### Input data ###

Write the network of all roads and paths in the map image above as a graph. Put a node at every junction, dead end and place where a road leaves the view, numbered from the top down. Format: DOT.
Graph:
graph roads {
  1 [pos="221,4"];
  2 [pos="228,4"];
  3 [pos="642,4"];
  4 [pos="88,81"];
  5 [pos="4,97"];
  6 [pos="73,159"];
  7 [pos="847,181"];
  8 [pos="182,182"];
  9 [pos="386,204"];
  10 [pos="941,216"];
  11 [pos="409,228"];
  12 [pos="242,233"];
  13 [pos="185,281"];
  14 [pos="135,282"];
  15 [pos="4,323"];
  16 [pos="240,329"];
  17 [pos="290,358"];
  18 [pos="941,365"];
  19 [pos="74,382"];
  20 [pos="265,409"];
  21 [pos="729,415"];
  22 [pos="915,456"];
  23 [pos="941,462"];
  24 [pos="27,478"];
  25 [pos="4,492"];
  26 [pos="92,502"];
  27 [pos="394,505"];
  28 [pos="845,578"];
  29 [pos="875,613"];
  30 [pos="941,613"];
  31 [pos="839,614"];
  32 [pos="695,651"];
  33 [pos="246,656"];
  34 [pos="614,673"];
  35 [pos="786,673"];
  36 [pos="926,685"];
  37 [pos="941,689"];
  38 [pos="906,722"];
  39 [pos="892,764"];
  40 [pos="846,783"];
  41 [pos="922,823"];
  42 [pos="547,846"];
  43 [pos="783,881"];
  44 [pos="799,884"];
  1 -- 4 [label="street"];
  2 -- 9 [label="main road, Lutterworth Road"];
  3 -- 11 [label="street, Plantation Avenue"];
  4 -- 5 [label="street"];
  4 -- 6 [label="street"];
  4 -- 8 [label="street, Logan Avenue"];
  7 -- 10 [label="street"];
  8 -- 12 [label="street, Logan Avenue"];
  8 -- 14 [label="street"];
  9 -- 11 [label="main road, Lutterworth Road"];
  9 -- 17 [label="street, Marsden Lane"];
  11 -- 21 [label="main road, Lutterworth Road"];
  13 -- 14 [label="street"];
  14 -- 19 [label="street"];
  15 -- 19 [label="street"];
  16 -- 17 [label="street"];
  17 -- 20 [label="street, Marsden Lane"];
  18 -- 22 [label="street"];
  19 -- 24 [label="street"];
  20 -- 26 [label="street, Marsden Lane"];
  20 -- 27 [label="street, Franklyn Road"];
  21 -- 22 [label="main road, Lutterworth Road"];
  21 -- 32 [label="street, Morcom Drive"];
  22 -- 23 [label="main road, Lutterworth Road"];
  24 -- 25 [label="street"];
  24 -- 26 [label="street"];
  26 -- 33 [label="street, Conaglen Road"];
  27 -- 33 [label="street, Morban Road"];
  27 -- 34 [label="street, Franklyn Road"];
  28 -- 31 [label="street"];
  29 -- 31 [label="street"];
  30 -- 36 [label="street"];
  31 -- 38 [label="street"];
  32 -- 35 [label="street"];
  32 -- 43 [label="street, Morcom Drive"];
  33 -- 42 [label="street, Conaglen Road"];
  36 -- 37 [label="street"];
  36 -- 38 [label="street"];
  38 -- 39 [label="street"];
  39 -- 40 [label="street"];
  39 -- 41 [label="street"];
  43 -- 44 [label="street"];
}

###

**Required action**
Search the records above for the string "Avenue" and copy each line that holds it.

**Completed exercise**
  3 -- 11 [label="street, Plantation Avenue"];
  4 -- 8 [label="street, Logan Avenue"];
  8 -- 12 [label="street, Logan Avenue"];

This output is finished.